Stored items
▬▬▬▬▬▬▬▬▬▬

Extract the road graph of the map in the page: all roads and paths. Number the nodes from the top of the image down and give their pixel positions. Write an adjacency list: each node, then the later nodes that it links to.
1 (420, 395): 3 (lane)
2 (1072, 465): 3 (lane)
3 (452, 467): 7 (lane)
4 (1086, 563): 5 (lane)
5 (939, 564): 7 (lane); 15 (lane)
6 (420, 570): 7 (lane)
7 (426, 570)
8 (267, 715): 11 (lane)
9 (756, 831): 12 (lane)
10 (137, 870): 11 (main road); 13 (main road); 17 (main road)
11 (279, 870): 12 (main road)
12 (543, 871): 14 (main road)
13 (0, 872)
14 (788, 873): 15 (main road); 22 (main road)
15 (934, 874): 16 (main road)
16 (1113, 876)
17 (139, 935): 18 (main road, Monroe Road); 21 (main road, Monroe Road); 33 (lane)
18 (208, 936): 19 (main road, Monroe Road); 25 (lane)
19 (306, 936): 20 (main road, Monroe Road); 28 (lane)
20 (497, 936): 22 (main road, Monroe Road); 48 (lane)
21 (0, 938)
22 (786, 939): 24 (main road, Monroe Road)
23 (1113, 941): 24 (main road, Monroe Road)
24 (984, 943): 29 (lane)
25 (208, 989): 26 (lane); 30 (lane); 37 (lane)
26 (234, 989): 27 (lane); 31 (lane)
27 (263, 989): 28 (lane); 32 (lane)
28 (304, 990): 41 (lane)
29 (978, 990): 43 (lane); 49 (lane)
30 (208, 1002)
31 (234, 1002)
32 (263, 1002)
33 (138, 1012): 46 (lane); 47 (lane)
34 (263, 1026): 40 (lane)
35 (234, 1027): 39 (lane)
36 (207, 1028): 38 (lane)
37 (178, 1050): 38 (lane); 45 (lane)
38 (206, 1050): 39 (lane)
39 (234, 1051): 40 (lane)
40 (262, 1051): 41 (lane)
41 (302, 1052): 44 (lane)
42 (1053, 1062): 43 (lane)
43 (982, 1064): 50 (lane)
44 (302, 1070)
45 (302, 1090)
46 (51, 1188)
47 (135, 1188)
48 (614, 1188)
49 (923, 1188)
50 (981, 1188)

▬▬▬▬▬▬▬▬▬▬

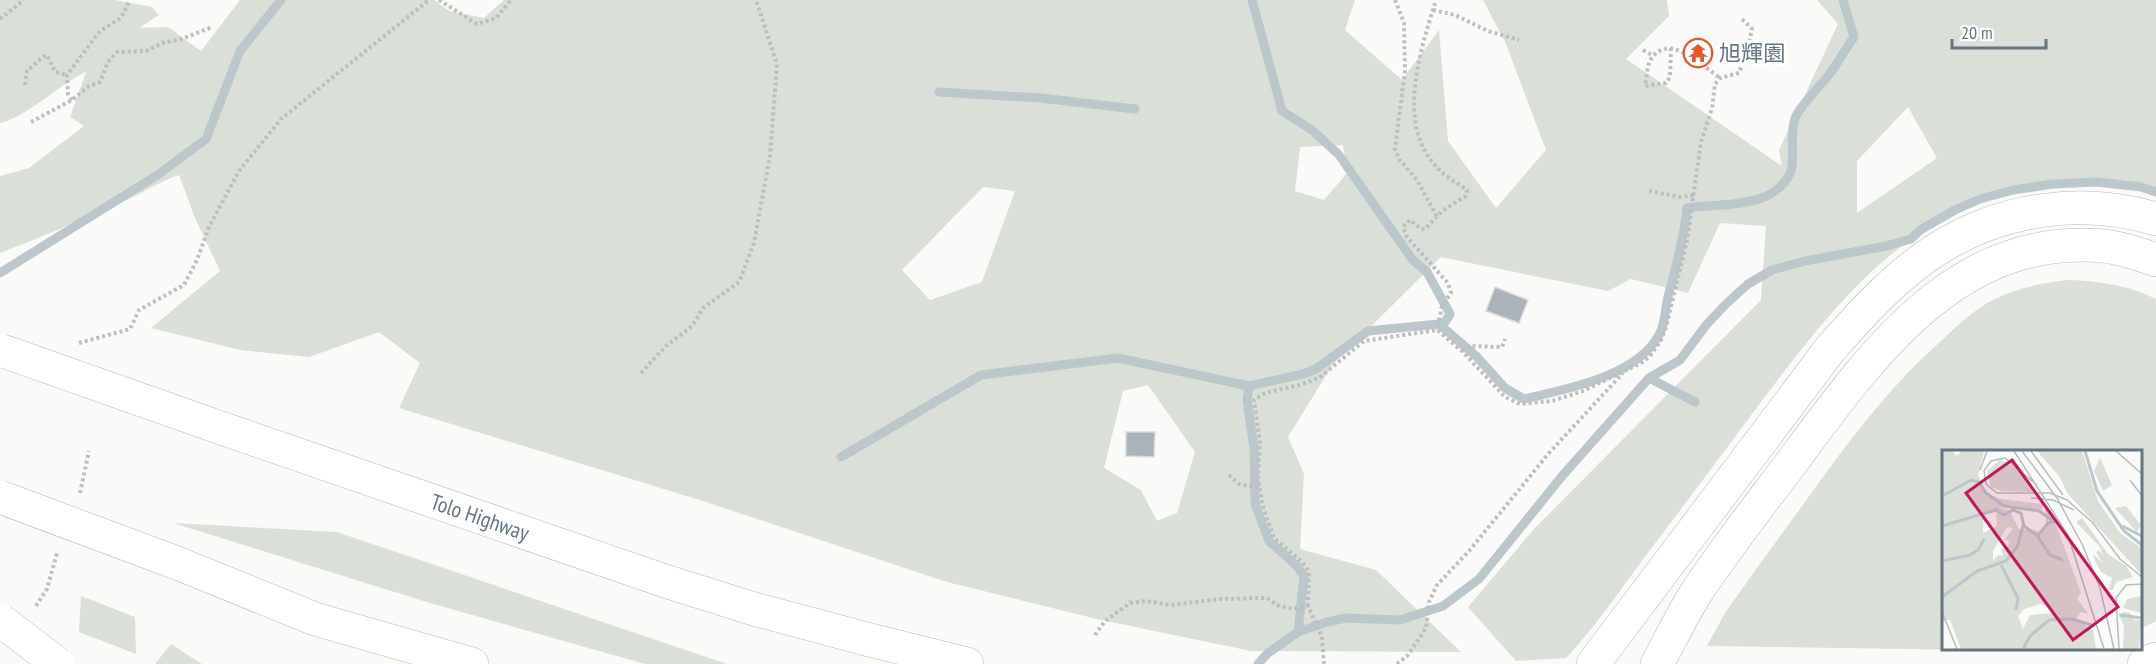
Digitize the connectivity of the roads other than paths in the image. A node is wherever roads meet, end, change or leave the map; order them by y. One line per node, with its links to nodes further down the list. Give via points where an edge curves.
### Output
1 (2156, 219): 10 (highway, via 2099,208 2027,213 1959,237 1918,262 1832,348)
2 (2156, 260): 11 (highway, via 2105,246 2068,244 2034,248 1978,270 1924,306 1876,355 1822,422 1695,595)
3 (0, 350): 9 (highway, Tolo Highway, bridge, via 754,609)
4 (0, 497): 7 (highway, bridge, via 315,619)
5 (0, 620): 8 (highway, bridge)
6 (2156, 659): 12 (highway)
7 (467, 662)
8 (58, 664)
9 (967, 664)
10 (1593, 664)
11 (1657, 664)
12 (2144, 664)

▬▬▬▬▬▬▬▬▬▬

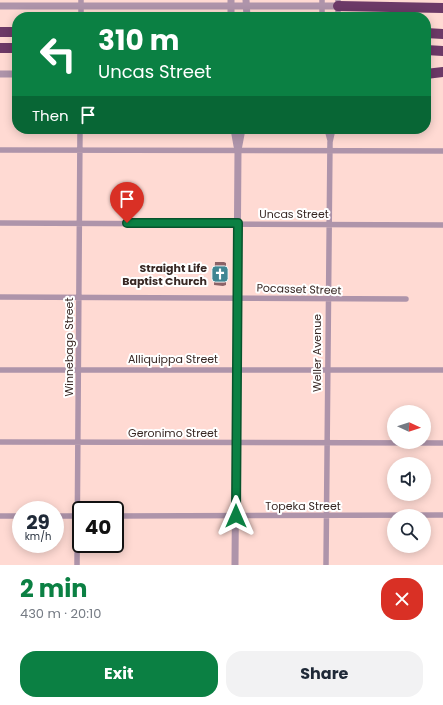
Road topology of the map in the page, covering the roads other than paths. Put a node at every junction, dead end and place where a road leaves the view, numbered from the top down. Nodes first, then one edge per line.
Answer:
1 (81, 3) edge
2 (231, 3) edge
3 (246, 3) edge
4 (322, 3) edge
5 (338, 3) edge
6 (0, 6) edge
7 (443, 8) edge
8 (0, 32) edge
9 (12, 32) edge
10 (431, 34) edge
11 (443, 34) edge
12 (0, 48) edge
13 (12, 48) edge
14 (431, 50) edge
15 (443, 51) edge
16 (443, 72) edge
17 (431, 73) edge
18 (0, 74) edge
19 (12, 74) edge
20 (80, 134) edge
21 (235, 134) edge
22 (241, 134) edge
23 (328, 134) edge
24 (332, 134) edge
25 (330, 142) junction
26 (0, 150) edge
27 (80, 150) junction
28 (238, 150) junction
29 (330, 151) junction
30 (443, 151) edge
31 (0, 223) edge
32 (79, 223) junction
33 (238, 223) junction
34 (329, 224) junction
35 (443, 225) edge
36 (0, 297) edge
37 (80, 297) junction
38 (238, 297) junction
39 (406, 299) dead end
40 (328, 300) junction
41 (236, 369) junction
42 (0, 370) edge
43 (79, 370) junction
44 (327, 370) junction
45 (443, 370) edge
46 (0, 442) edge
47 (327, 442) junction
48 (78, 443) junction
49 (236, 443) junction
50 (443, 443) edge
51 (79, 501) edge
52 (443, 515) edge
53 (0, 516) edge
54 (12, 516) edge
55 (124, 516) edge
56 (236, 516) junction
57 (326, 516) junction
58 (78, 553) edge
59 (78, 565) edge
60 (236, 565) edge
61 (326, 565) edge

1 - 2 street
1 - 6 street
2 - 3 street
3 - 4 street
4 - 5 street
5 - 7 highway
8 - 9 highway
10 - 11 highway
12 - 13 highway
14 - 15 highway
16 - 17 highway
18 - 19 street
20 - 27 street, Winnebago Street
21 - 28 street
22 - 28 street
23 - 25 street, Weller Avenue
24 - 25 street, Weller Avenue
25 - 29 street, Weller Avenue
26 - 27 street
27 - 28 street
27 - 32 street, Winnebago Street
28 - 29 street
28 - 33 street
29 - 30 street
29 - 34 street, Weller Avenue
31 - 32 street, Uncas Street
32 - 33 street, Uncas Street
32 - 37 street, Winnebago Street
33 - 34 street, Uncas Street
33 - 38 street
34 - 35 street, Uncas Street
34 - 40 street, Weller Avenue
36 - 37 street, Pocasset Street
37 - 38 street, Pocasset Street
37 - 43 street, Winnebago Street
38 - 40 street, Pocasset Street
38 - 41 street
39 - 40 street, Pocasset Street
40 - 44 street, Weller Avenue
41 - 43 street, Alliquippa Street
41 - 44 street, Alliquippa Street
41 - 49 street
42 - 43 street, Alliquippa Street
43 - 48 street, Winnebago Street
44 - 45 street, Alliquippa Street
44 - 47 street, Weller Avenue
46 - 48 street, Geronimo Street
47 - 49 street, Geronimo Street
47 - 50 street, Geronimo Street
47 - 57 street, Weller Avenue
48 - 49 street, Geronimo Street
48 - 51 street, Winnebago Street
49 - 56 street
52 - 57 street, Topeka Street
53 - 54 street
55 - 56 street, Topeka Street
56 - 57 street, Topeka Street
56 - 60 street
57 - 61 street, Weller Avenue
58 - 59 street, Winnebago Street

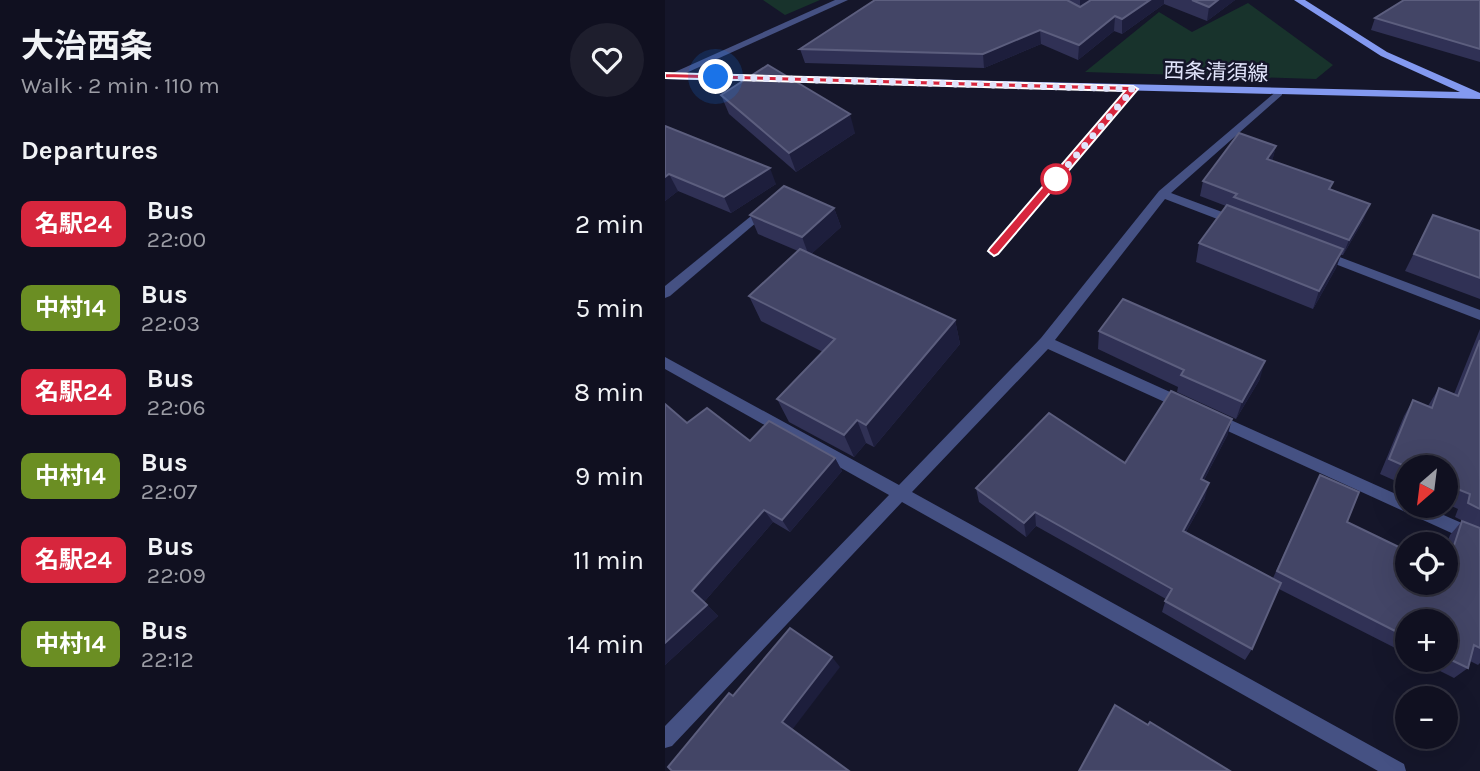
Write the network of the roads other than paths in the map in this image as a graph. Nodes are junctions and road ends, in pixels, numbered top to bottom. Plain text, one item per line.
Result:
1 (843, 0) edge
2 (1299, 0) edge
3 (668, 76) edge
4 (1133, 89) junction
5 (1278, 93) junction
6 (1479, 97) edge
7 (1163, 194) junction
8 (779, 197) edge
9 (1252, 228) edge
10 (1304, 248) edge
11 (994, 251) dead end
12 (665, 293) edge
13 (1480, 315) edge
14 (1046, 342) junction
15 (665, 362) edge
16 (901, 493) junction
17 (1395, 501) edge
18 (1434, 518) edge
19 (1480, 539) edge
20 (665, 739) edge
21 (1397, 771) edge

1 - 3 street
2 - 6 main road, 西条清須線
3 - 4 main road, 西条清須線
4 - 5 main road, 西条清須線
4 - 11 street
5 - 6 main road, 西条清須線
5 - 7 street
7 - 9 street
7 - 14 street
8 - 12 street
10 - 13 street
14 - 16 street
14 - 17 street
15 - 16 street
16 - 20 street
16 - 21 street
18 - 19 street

▬▬▬▬▬▬▬▬▬▬

Task details - Count how many lines above contain the word "where". Reply with the number alone.

Exercise solution - 2